Pope Leo warns Europe’s migrant traffickers to repent or face hell
He urged traffickers to repent and called for legal pathways and stronger integration as more than 3,000 people died on the route last year.
- On Friday, Pope Leo XIV warned human traffickers in Tenerife they will face divine justice, demanding they "repent" for exploiting migrants on the Atlantic route during his final day in the Canary Islands.
- Upon arriving Thursday, Leo threw flowers into the sea from a port nicknamed the "Dock of Shame" to honor thousands who died crossing from West Africa, fulfilling Pope Francis' wish to commemorate migrant lives lost.

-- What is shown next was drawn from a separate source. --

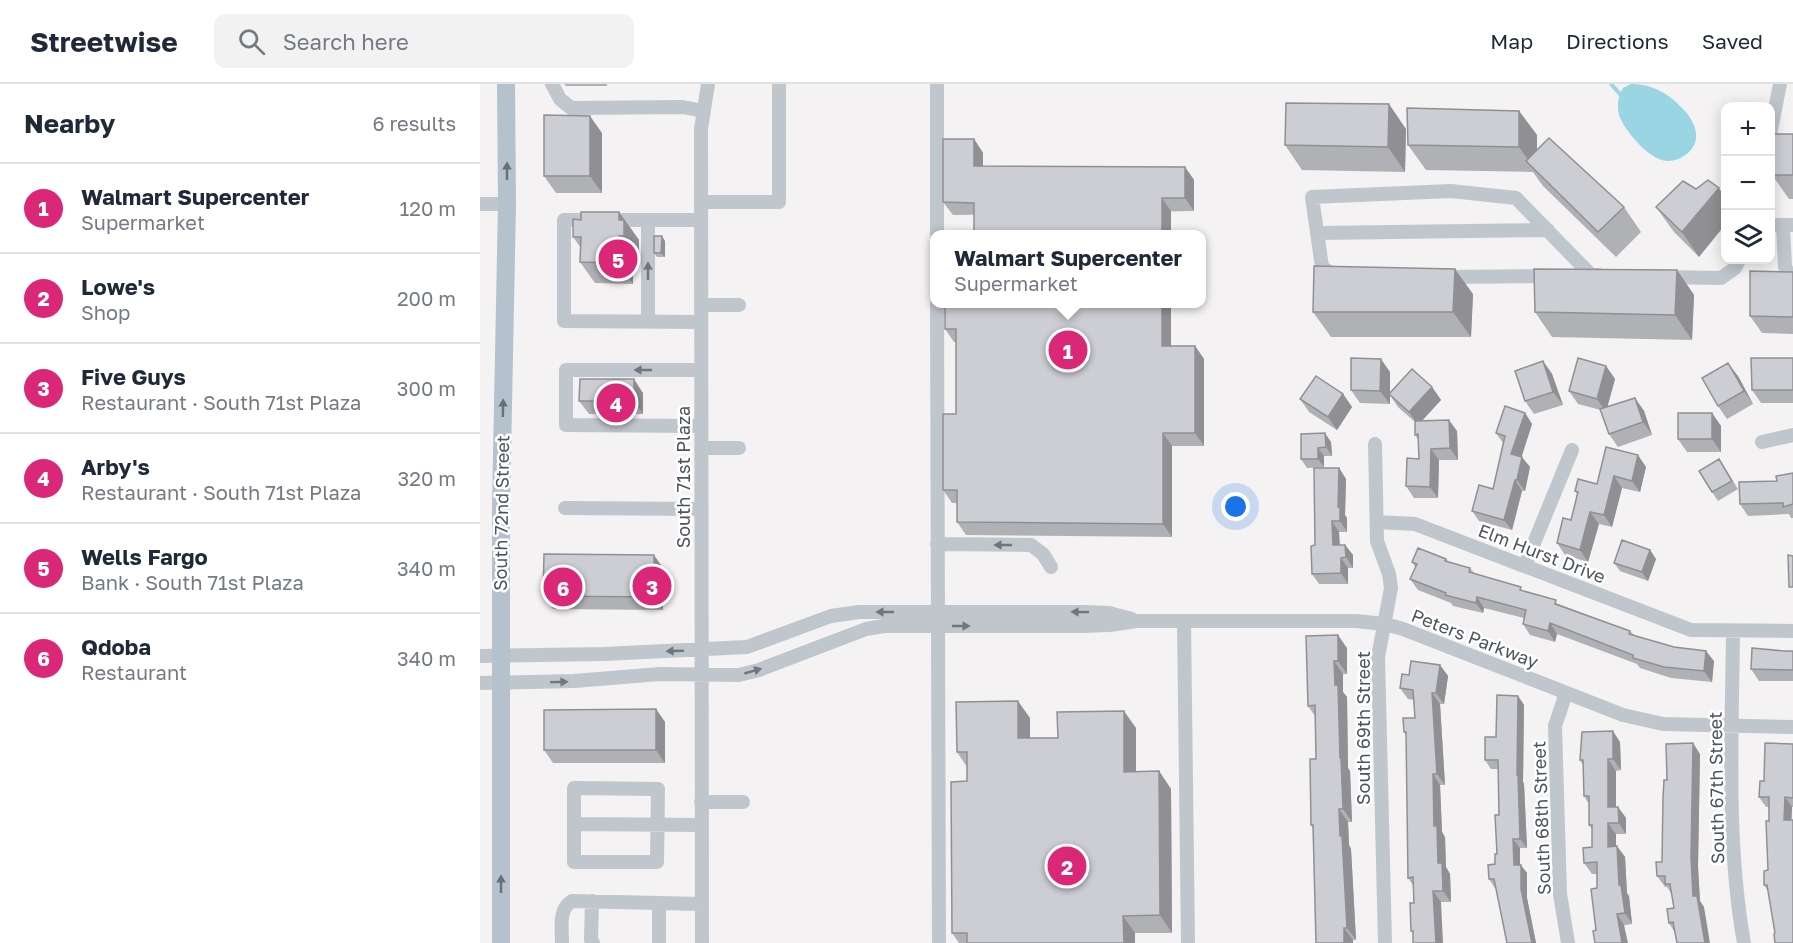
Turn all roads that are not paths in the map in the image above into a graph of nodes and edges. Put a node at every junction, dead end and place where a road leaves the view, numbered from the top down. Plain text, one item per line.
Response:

- Arrivals peaked at nearly 47,000 in 2024 but fell dramatically to over 3,000 in early 2026, while smugglers charge thousands of euros and force passengers into black market labor to repay debts incurred during the journey.

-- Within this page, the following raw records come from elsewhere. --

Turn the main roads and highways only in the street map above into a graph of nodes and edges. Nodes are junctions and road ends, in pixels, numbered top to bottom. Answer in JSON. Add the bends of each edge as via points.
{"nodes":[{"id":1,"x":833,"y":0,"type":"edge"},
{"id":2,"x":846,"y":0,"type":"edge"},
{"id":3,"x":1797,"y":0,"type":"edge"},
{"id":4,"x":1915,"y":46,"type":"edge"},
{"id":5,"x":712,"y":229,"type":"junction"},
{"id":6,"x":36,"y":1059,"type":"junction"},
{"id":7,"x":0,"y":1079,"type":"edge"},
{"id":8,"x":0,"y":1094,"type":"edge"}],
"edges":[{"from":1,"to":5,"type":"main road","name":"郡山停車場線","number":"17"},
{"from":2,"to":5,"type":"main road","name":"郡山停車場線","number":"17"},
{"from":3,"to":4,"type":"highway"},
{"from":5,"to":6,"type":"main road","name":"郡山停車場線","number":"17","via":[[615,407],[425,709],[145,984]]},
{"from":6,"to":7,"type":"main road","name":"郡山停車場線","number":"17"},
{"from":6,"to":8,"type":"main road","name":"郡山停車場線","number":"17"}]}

- Leo confirmed himself as heir to Pope Francis' migration preaching, imploring receiving communities to integrate survivors and spare them from a "silent shipwreck" of abandonment after perilous crossings.
- Next month on July 4, Leo will visit Lampedusa to denounce the "globalization of indifference," underscoring the Catholic Church's mandate to "welcome the stranger" amid anti-migrant sentiment in Europe and the United States.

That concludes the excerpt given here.